INPUT_PROCESSING

Types of Input
--------------

1. Reads in fastq format.
1a. Unpaired reads
1b. Paired reads in single files
1c. Paired reads in separate files
2. Mappings in sam/sam.gz/bam format.

In every run, there can be only 1 type of input: 1a or 1b or 1c or 2. Several
files of the same input type can be given. To combine several types, you must
first bring them to a common type "by hand" (usually 2).


Details
-------

1. Reads in fastq format.

Whenever input consists of several sets of reads in fastq format, alu-detect
will first map all reads to the reference using bowtie2. It will then proceed
with the workflow as if the input was of type 2.

The read group of each set of reads must be specifed. (Read groups may be
identical, but there must be as many read groups given as there are fastq
files.) Also, a common INPUT_PHRED value must be given. There are several types
of fastq inputs.


1a. Unpaired reads:

$ ORIG_UNPAIRED_READS="file1.fq file2.fq" ORIG_READ_GROUPS="rg1 rg2" INPUT_PHRED=33 \
[...] ./alu-detect detect [...]


1b. Paired reads in single files:

$ ORIG_PAIRED_READS="file1.fq file2.fq" ORIG_READ_GROUPS="rg1 rg2" INPUT_PHRED=33 \
[...] ./alu-detect detect [...]

Here, file1.fq contains consecutive reads from each pair:

@read1/1
AAAA
+
####
@read1/2
AAAA
+
####
@read2/1
AAAA
+
####
@read2/2
AAAA
+
####


1c. Paired reads in separate files:

$ ORIG_READS_1="file1.1.fq file2.1.fq" ORIG_READS_1="file1.2.fq file2.2.fq" \
ORIG_READ_GROUPS="rg1 rg2" INPUT_PHRED=33 [...] ./alu-detect detect [...]

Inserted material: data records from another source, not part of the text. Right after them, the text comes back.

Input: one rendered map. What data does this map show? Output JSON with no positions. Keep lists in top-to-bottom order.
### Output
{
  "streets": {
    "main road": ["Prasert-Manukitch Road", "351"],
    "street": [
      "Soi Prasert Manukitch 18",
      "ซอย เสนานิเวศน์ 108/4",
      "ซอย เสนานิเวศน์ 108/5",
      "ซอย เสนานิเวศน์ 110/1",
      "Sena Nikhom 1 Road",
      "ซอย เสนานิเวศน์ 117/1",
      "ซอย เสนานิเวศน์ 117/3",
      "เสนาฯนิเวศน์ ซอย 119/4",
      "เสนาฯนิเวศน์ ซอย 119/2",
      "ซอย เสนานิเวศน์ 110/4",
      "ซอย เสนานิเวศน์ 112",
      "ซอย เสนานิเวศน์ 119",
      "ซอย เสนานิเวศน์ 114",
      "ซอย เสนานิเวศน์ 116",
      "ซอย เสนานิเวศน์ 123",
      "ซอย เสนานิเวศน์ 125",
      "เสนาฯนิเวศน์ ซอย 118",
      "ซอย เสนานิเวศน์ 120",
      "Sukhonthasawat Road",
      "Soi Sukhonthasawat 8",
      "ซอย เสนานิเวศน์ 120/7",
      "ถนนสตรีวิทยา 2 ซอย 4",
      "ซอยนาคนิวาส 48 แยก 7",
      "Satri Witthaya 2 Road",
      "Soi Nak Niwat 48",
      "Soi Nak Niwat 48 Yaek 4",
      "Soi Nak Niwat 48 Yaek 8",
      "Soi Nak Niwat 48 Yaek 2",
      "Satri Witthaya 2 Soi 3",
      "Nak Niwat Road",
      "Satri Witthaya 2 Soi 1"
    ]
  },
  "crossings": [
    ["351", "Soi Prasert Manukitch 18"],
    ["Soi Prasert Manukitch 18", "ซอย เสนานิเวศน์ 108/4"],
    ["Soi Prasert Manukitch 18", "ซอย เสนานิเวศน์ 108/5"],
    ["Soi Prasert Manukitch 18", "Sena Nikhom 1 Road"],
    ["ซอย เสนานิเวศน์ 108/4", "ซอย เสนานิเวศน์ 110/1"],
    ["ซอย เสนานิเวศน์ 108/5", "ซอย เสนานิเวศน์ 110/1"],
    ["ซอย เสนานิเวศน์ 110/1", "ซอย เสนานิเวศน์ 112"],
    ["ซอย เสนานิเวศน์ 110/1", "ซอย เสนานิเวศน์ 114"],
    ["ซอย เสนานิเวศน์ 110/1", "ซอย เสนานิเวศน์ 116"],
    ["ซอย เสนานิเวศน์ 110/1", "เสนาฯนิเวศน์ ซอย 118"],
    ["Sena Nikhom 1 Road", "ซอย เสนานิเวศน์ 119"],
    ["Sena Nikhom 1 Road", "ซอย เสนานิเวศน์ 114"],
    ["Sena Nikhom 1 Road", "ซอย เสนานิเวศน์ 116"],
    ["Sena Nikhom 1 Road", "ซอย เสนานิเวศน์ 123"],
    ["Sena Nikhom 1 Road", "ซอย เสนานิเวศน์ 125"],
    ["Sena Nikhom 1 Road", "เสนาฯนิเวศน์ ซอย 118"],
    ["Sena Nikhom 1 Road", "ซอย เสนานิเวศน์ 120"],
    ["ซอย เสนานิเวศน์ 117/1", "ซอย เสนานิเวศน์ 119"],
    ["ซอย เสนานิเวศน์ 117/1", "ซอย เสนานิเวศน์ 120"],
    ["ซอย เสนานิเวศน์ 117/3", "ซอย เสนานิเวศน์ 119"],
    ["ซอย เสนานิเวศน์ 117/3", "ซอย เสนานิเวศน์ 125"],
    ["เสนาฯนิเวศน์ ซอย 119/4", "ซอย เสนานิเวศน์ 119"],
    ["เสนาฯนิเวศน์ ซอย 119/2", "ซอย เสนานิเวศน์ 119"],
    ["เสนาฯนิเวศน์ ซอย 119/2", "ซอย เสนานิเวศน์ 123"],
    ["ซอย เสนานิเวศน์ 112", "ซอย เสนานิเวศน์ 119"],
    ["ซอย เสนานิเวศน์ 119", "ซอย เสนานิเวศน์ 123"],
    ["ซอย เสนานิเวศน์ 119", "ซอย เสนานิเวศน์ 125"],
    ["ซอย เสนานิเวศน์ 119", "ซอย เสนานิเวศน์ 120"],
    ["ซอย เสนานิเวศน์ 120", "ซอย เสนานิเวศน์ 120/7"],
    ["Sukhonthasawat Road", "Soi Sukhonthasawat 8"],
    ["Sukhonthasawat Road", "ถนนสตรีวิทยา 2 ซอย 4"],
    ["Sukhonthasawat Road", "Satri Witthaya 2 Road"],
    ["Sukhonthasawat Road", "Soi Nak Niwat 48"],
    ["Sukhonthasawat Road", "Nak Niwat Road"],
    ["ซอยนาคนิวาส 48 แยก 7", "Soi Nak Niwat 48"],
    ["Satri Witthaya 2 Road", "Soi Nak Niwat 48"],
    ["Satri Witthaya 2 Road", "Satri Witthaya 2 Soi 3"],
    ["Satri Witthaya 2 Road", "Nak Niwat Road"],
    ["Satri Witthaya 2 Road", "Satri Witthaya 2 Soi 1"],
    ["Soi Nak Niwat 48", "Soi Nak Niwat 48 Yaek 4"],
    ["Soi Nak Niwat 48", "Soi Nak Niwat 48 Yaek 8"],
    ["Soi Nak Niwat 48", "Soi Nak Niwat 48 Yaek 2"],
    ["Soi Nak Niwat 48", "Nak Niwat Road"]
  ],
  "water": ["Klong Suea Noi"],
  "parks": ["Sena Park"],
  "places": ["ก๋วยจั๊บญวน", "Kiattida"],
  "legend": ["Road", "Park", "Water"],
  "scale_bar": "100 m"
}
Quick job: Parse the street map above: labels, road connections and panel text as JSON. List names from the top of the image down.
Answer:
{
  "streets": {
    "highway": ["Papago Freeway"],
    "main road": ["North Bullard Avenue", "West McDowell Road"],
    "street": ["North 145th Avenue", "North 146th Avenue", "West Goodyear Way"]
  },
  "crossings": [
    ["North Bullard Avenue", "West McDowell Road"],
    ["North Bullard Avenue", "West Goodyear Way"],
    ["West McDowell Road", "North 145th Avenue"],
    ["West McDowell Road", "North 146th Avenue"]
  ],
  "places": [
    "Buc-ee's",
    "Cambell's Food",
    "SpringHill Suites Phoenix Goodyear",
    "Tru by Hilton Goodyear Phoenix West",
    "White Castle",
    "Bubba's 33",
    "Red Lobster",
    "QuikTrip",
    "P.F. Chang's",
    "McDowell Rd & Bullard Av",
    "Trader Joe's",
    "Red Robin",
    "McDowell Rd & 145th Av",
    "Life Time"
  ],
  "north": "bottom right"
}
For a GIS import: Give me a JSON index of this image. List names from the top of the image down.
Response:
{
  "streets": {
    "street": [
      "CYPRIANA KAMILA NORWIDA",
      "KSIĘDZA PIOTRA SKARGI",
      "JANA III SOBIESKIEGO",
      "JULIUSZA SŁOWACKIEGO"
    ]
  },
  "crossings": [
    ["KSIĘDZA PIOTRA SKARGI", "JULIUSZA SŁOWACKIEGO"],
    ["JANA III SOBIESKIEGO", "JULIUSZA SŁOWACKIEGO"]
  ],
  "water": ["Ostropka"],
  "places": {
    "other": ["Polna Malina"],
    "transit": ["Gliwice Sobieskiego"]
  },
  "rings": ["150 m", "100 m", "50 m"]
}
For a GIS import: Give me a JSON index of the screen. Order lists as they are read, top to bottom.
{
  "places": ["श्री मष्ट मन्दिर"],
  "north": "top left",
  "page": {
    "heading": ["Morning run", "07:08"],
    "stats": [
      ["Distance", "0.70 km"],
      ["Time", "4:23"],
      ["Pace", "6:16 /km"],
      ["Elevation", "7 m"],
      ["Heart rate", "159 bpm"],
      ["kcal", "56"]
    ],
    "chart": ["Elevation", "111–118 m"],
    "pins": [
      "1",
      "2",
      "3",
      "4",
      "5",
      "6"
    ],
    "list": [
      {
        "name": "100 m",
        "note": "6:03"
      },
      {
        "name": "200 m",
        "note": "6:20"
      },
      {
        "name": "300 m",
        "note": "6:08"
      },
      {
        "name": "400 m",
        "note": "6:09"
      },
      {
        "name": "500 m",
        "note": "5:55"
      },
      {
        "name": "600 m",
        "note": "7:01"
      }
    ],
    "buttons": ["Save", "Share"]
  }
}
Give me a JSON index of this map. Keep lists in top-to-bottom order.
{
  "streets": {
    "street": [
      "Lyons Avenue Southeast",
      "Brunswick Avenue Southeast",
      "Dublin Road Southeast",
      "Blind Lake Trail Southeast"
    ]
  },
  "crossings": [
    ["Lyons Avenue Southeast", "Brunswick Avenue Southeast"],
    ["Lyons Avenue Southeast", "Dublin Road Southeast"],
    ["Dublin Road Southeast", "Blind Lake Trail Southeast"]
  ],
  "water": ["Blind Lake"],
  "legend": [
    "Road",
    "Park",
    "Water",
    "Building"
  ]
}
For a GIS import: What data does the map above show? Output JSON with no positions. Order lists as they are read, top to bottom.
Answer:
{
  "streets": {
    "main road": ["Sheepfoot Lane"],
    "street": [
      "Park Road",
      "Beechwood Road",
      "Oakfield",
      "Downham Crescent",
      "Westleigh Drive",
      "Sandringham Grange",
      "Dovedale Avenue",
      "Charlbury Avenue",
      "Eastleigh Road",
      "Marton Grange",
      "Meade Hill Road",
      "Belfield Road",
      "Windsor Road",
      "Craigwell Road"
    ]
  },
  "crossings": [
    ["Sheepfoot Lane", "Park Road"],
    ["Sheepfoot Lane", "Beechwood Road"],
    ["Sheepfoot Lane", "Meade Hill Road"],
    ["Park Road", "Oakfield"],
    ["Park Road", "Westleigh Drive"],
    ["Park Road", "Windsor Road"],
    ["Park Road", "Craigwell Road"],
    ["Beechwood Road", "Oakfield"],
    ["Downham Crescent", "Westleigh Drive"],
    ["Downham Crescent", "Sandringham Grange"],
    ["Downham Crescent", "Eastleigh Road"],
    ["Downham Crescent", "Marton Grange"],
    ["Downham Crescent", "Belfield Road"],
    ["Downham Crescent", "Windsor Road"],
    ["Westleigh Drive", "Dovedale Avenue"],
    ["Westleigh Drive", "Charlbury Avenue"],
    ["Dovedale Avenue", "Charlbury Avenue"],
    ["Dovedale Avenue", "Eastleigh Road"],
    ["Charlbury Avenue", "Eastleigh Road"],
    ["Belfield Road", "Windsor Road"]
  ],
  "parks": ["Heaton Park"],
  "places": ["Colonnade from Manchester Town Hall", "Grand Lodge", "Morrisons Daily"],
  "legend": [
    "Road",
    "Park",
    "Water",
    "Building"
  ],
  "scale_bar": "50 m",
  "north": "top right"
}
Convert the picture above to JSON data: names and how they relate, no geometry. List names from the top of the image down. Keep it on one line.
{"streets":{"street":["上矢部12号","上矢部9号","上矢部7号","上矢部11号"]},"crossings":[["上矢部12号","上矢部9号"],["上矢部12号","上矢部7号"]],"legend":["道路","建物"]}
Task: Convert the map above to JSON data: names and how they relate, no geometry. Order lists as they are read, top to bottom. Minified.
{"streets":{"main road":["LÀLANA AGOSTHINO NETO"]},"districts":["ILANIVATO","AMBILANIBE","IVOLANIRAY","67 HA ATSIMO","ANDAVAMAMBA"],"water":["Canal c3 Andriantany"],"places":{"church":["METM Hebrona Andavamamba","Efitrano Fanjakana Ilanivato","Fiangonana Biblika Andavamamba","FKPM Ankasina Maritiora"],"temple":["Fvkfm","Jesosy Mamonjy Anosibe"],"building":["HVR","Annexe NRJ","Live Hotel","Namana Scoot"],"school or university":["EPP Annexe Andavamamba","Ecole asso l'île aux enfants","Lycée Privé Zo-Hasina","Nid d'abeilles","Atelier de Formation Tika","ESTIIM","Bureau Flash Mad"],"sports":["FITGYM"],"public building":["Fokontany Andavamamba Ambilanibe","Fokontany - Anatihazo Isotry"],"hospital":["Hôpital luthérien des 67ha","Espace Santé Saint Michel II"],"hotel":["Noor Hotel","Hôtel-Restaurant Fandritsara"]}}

Here, file1.1.fq contains:

@read1/1
AAAA
+
####
@read2/1
AAAA
+
####

and file1.2.fq contains:

@read1/2
AAAA
+
####
@read2/2
AAAA
+
####


2. Mappings in sam/sam.gz/bam format.

$ ORIG_MAPPINGS="file1.bam file2.sam.gz" [...] ./alu-detect detect [...]


Read groups: Downstream processing steps need information about what read group
each read belongs to. For every read found in a SAM record, its read group is
determined from the RG:Z:<read_group> tag. If that is missing, a default value
of "00" is used. This is ok if and only if the pairing information is very
similar for all reads missing their RG tag.

To specify a default read group for some of the sam/sam.gz/bam files, you can
also set the variable ORIG_READ_GROUPS. Unlike the case of fastq input, there
may be fewer read groups specifed than there are input sam/sam.gz/bam files. In
that case, read group 1 is used as the default for sam/sam.gz/bam file 1, read
group 2 for file 2, and so on. Files with no corresponding read group will use
"00" as the default read group. E.g.:

$ ORIG_MAPPINGS="file1.bam file2.sam.gz" ORIG_READ_GROUPS="rg1" [...] \
  ./alu-detect detect [...]

All reads missing the RG tag from file1.bam will be assigned to the read group
"rg1", and all reads the RG tag from file2.sam.gz will be assigned the read
group "00".


Ordering: When dealing with paired reads, downstream processing steps require
that mappings for both reads in each read pair be found in consecutive SAM
records. A common situation when this is not the case is when a sam/sam.gz/bam
file is sorted by coordinate. This is usually (but not always) specified by the
"SO:coordiante" tag on the first line of the file (see SAM spec). If that is the
case, alu-detect will re-sort the file appropriately.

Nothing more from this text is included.